Sodium Tungstates

The anhydrous normal tungstate, Na₂WO₄, is prepared by the fusion method described for potassium tungstate, or by complete dehydration of the hydrates at 100° C. or over sulphuric acid. It may be obtained from the mineral wolframite by fusion with alkali as already described.

The anhydrous salt exists as white crystals, of density 4.1833 at 18.5° C. and 4.1743 at 20.5° C., which melt at 698° C. On heating it undergoes two transformations, the first with considerable development of heat, and finally boils. The transition temperatures between the polymorphic forms thus indicated have been determined from the cooling and heating curves as follows:

Method	Transition Point ° C		Melting point of β Form
	δ⇔γ	γ⇔β
Cooling curve	570	. . .	698
Cooling curve	564	588	698
Cooling curve	568	585	698
Cooling curve	572	589	700
Heating curve	587	591	694

The binary systems Na₂WO₄ - Na₂SiO₃ and Na₂WO₄ - K₂WO₄, and the properties of aqueous solutions of the mixtures, have been investigated.

The heat of formation of sodium tungstate has been found to be:

Na₂O + WO₃ = Na₂WO₄ + 94,700 calories.

The aqueous solution, which is alkaline, when allowed to crystallise at temperatures above 6° C., yields slender nacreous crystals of the dihydrate, Na₂WO₄.2H₂O, in the form of rhombic bipyramidal scales, a:b:c = 0.8002:1:0.6470, of density 3.259 at 17.5° C. and 3.231 at 19° C. This hydrate is stable in the air, and it is in this form that the salt is generally used. When heated, it loses water at 200° C., becomes opaque, and finally melts. It dissolves readily in hot water, but may be precipitated by means of alcohol. The solution yields white tungstic acid on the addition of mineral acids.

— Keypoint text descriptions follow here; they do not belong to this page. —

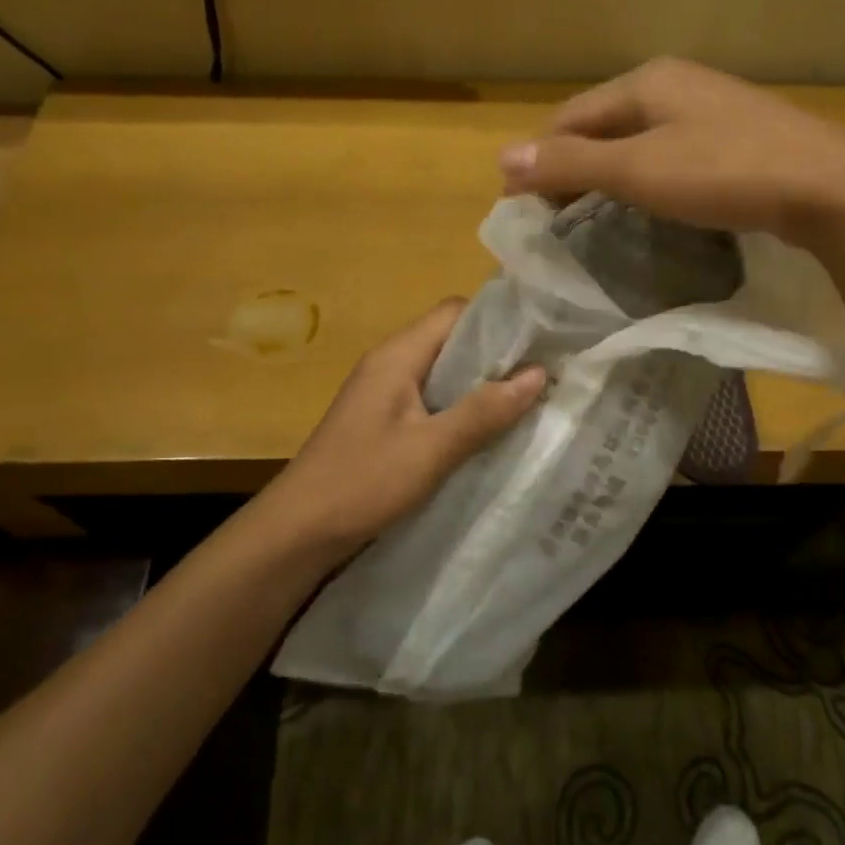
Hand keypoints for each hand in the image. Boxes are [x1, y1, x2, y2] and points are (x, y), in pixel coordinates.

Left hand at [255, 299, 545, 563]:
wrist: (298, 532)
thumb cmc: (362, 482)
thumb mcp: (431, 449)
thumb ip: (484, 411)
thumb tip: (539, 373)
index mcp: (398, 355)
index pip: (455, 312)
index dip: (499, 319)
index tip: (542, 338)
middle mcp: (391, 364)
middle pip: (452, 340)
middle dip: (497, 354)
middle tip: (545, 373)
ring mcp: (385, 393)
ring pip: (445, 373)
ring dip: (482, 384)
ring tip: (528, 400)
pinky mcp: (385, 422)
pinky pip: (433, 400)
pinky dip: (463, 408)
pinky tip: (489, 431)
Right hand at [496, 57, 844, 243]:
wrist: (829, 187)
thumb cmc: (724, 172)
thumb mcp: (638, 171)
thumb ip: (571, 165)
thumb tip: (503, 159)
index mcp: (645, 82)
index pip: (570, 117)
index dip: (540, 159)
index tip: (521, 205)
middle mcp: (675, 85)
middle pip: (603, 125)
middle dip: (572, 166)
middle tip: (553, 216)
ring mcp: (710, 110)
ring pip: (637, 140)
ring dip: (608, 174)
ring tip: (591, 216)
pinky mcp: (736, 138)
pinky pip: (670, 154)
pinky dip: (645, 178)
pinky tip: (648, 203)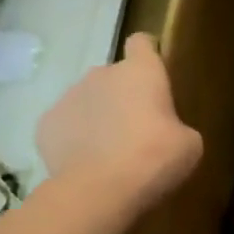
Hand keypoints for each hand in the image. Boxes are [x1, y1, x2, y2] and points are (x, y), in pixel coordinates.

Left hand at [36, 33, 201, 206]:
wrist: (100, 190)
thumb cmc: (155, 158)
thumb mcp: (188, 144)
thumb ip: (176, 127)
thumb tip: (165, 131)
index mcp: (141, 72)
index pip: (142, 43)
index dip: (148, 56)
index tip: (154, 76)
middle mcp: (101, 74)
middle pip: (114, 76)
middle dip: (123, 96)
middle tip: (137, 130)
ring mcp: (68, 97)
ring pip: (87, 100)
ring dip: (98, 117)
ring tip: (109, 153)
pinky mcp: (44, 124)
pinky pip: (65, 125)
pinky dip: (74, 139)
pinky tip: (85, 164)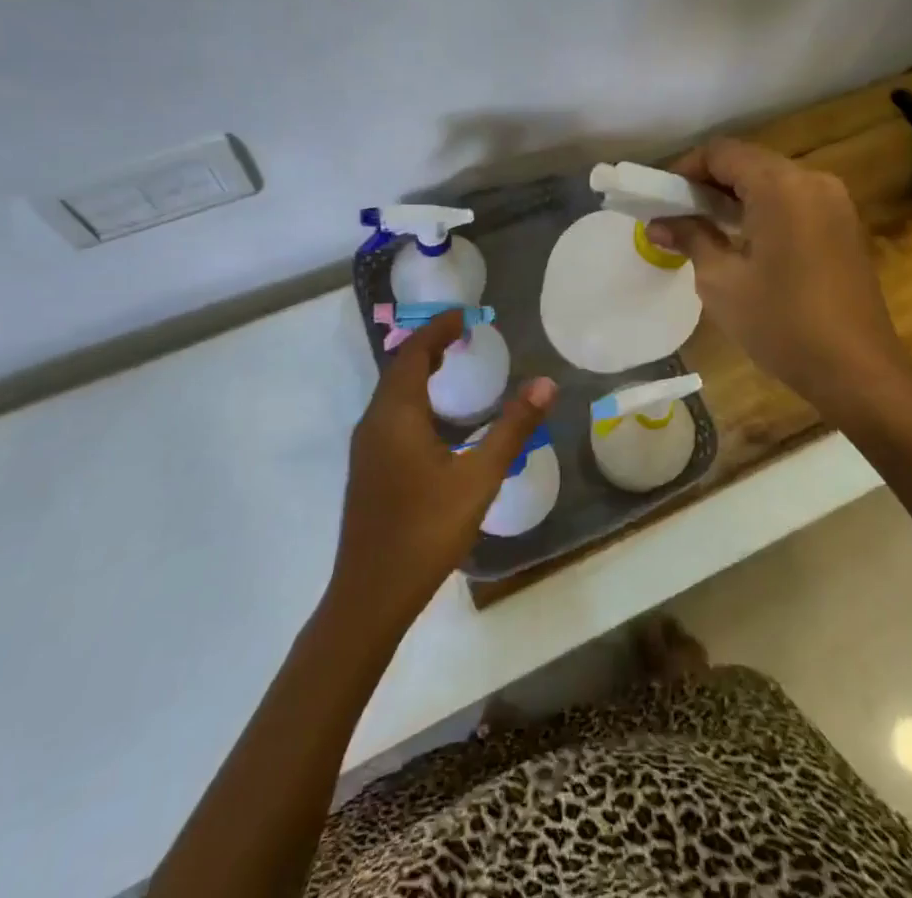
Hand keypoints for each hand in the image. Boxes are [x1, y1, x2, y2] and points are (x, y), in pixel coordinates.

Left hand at [327, 310, 556, 634]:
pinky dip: (413, 398)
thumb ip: (513, 428)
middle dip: (429, 346)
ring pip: (391, 393)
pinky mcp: (366, 469)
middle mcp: (374, 422)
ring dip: (419, 372)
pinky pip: (389, 414)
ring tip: (451, 365)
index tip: (466, 315)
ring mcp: (365, 447)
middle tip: (463, 335)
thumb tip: (546, 384)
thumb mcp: (479, 477)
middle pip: (399, 368)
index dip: (439, 329)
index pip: (415, 353)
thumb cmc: (426, 530)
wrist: (370, 595)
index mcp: (396, 414)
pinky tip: (436, 422)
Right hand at [647, 139, 911, 428]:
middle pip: (749, 162)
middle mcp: (812, 180)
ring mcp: (835, 202)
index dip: (685, 168)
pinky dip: (764, 209)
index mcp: (780, 186)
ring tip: (706, 229)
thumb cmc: (781, 323)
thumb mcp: (721, 281)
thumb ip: (690, 238)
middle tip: (678, 215)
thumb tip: (657, 224)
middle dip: (709, 183)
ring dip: (736, 197)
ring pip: (773, 181)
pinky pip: (795, 201)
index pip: (722, 152)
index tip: (661, 199)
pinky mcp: (845, 225)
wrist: (857, 370)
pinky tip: (746, 243)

If the aqueous solution is allowed to crystallise at temperatures below 6° C., the decahydrate, Na₂WO₄.10H₂O, is obtained.

The solubility of sodium tungstate has been determined by Funk as follows:

Solid Phase Na2WO4.10H2O.
Temperature,° C.	Grams Na2WO4 in 100 Grams Solution.
-5	30.60
-4	31.87
-3.5	32.98
-2	34.52
0	36.54
+3	39.20
+5	41.02

Solid Phase Na2WO4.2H2O.
Temperature,° C.	Grams Na2WO4 in 100 Grams Solution.
-3.5	41.67
+0.5	41.73
+21	42.27
+43.5	43.98
+80.5	47.65
+100	49.31

These results are shown graphically in fig.

The densities and refractive indices of solutions of various concentrations have been determined as follows:

Grams Na2WO4 in 100 Grams Solution.	Density, d4°20°	Refractive Index, nD20°
2.21	1.0184	1.33586
10.08	1.0949	1.34516
16.56	1.1667	1.35376
20.59	1.2148	1.35933
25.46	1.2789	1.36648
32.68	1.3854	1.37934
38.43	1.4828	1.38890

The equivalent conductivities of solutions containing ½Na₂WO₄ in v litres at 25° C. are as follows:

v =	32	64	128	256	512	1024
Λ =	95.9	101.8	105.4	110.3	112.9	116.4

Solubility of sodium tungstate

The vapour pressures of solutions have been determined.

The production of colloidal tungsten hydroxide by the electrolysis of a solution of sodium tungstate has already been described. If precautions are taken to prevent the sodium hydroxide formed at the cathode from reaching the anode, for example, by means of a porous partition, it is possible to prepare the paratungstate, or other complex tungstate, from the anode solution.

The use of sodium tungstate has been recommended as a mordant, and it has been used as a fire-proofing material for flannelette, but owing to its solubility it cannot be considered satisfactory and it is not now used.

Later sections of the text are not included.